#### Description of the task
Write all of the lines below out again, exactly as they stand.

#### Saved entries
◇ ◇ ◇ ◇

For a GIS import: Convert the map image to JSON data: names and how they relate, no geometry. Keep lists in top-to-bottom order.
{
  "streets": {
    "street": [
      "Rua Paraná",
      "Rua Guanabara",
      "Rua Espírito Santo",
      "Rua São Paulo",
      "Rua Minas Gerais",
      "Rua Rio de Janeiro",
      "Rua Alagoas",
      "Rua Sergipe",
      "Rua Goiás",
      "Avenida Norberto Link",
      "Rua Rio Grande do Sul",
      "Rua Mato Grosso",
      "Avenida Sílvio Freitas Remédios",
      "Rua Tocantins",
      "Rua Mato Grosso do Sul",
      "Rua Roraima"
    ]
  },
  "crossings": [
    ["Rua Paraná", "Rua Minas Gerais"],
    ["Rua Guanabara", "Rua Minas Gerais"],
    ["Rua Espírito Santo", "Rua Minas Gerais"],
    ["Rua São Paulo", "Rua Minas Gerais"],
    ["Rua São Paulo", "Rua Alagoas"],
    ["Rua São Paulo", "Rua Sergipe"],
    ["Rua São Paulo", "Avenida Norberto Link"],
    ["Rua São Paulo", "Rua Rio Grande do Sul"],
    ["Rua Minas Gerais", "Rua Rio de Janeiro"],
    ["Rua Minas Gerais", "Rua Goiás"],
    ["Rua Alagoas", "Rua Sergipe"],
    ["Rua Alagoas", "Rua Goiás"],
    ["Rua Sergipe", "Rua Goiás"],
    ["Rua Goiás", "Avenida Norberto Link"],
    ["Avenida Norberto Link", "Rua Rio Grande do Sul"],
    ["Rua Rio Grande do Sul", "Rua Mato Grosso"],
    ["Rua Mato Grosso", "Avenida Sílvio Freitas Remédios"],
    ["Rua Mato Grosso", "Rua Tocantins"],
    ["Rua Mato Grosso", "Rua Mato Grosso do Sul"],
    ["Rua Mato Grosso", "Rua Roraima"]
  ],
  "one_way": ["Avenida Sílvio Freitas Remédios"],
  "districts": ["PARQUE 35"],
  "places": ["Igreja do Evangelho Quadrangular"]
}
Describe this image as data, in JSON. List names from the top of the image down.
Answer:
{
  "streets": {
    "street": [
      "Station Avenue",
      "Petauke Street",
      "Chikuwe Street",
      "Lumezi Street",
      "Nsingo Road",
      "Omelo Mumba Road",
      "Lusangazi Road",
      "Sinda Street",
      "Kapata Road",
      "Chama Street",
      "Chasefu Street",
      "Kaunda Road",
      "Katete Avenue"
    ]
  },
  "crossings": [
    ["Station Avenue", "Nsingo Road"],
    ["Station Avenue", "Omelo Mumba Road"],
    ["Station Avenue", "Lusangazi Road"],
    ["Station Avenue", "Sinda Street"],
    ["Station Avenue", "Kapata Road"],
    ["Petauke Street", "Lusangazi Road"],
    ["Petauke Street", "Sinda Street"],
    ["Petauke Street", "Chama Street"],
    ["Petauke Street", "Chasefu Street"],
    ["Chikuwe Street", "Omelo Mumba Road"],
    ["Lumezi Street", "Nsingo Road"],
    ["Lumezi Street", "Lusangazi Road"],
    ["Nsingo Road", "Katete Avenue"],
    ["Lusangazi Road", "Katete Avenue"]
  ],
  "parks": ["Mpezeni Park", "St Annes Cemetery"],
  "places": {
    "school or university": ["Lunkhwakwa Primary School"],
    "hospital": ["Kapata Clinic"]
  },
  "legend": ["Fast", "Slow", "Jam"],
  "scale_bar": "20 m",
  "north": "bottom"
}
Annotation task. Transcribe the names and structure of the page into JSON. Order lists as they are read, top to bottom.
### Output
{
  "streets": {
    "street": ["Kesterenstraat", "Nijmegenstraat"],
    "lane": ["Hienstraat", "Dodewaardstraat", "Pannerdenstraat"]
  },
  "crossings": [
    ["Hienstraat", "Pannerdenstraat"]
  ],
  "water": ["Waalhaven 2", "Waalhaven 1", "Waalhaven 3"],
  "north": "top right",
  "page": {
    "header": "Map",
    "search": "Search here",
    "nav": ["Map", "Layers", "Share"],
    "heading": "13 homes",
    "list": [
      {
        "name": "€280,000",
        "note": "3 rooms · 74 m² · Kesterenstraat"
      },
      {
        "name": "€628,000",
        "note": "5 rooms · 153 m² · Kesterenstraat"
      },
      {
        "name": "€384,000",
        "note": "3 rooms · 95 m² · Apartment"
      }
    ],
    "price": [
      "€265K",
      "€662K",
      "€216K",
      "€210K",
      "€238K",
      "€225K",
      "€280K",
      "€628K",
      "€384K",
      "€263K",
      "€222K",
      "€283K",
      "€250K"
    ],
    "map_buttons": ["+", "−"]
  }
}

◇ ◇ ◇ ◇

#### Expected answer
For a GIS import: Convert the map image to JSON data: names and how they relate, no geometry. Keep lists in top-to-bottom order.
{
  "streets": {
    "street": [
      "Rua Paraná",
      "Rua Guanabara",
      "Rua Espírito Santo",
      "Rua São Paulo",
      "Rua Minas Gerais",
      "Rua Rio de Janeiro",
      "Rua Alagoas",
      "Rua Sergipe",
      "Rua Goiás",
      "Avenida Norberto Link",
      "Rua Rio Grande do Sul",
      "Rua Mato Grosso",
      "Avenida Sílvio Freitas Remédios",
      "Rua Tocantins",
      "Rua Mato Grosso do Sul",
      "Rua Roraima"
    ]
  },
  "crossings": [
    ["Rua Paraná", "Rua Minas Gerais"],
    ["Rua Guanabara", "Rua Minas Gerais"],
    ["Rua Espírito Santo", "Rua Minas Gerais"],
    ["Rua São Paulo", "Rua Minas Gerais"],
    ["Rua São Paulo", "Rua Alagoas"],
    ["Rua São Paulo", "Rua Sergipe"],
    ["Rua São Paulo", "Avenida Norberto Link"],
    ["Rua São Paulo", "Rua Rio Grande do Sul"],
    ["Rua Minas Gerais", "Rua Rio de Janeiro"],
    ["Rua Minas Gerais", "Rua Goiás"],
    ["Rua Alagoas", "Rua Sergipe"],
    ["Rua Alagoas", "Rua Goiás"],
    ["Rua Sergipe", "Rua Goiás"],
    ["Rua Goiás", "Avenida Norberto Link"],
    ["Avenida Norberto Link", "Rua Rio Grande do Sul"],
    ["Rua Rio Grande do Sul", "Rua Mato Grosso"],
    ["Rua Mato Grosso", "Avenida Sílvio Freitas Remédios"],
    ["Rua Mato Grosso", "Rua Tocantins"],
    ["Rua Mato Grosso", "Rua Mato Grosso do Sul"],
    ["Rua Mato Grosso", "Rua Roraima"]
  ],
  "one_way": ["Avenida Sílvio Freitas Remédios"],
  "districts": ["PARQUE 35"],
  "places": ["Igreja do Evangelho Quadrangular"]
}
Describe this image as data, in JSON. List names from the top of the image down.
Answer:
{
  "streets": {
    "street": [
      "Station Avenue",
      "Petauke Street",
      "Chikuwe Street",
      "Lumezi Street",
      "Nsingo Road",
      "Omelo Mumba Road",
      "Lusangazi Road",
      "Sinda Street",
      "Kapata Road",
      "Chama Street",
      "Chasefu Street",
      "Kaunda Road",
      "Katete Avenue"
    ]
  },
  "crossings": [
    ["Station Avenue", "Nsingo Road"],
    ["Station Avenue", "Omelo Mumba Road"],
    ["Station Avenue", "Lusangazi Road"],
    ["Station Avenue", "Sinda Street"],
    ["Station Avenue", "Kapata Road"],
    ["Petauke Street", "Lusangazi Road"],
    ["Petauke Street", "Sinda Street"],
    ["Petauke Street", "Chama Street"],
    ["Petauke Street", "Chasefu Street"],
    ["Chikuwe Street", "Omelo Mumba Road"],
    ["Lumezi Street", "Nsingo Road"],
    ["Lumezi Street", "Lusangazi Road"],
    ["Nsingo Road", "Katete Avenue"],
    ["Lusangazi Road", "Katete Avenue"]
  ],
  "parks": ["Mpezeni Park", "St Annes Cemetery"],
  "places": {
    "school or university": ["Lunkhwakwa Primary School"],
    "hospital": ["Kapata Clinic"]
  },
  "legend": ["Fast", "Slow", "Jam"],
  "scale_bar": "20 m",
  "north": "bottom"
}
Annotation task. Transcribe the names and structure of the page into JSON. Order lists as they are read, top to bottom.
### Output
{
  "streets": {
    "street": ["Kesterenstraat", "Nijmegenstraat"],
    "lane": ["Hienstraat", "Dodewaardstraat", "Pannerdenstraat"]
  },
  "crossings": [
    ["Hienstraat", "Pannerdenstraat"]
  ],
  "water": ["Waalhaven 2", "Waalhaven 1", "Waalhaven 3"],
  "north": "top right",
  "page": {
    "header": "Map",
    "search": "Search here",
    "nav": ["Map", "Layers", "Share"],
    "heading": "13 homes",
    "list": [
      {
        "name": "€280,000",
        "note": "3 rooms · 74 m² · Kesterenstraat"
      },
      {
        "name": "€628,000",
        "note": "5 rooms · 153 m² · Kesterenstraat"
      },
      {
        "name": "€384,000",
        "note": "3 rooms · 95 m² · Apartment"
      }
    ],
    "price": [
      "€265K",
      "€662K",
      "€216K",
      "€210K",
      "€238K",
      "€225K",
      "€280K",
      "€628K",
      "€384K",
      "€263K",
      "€222K",
      "€283K",
      "€250K"
    ],
    "map_buttons": ["+", "−"]
  }
}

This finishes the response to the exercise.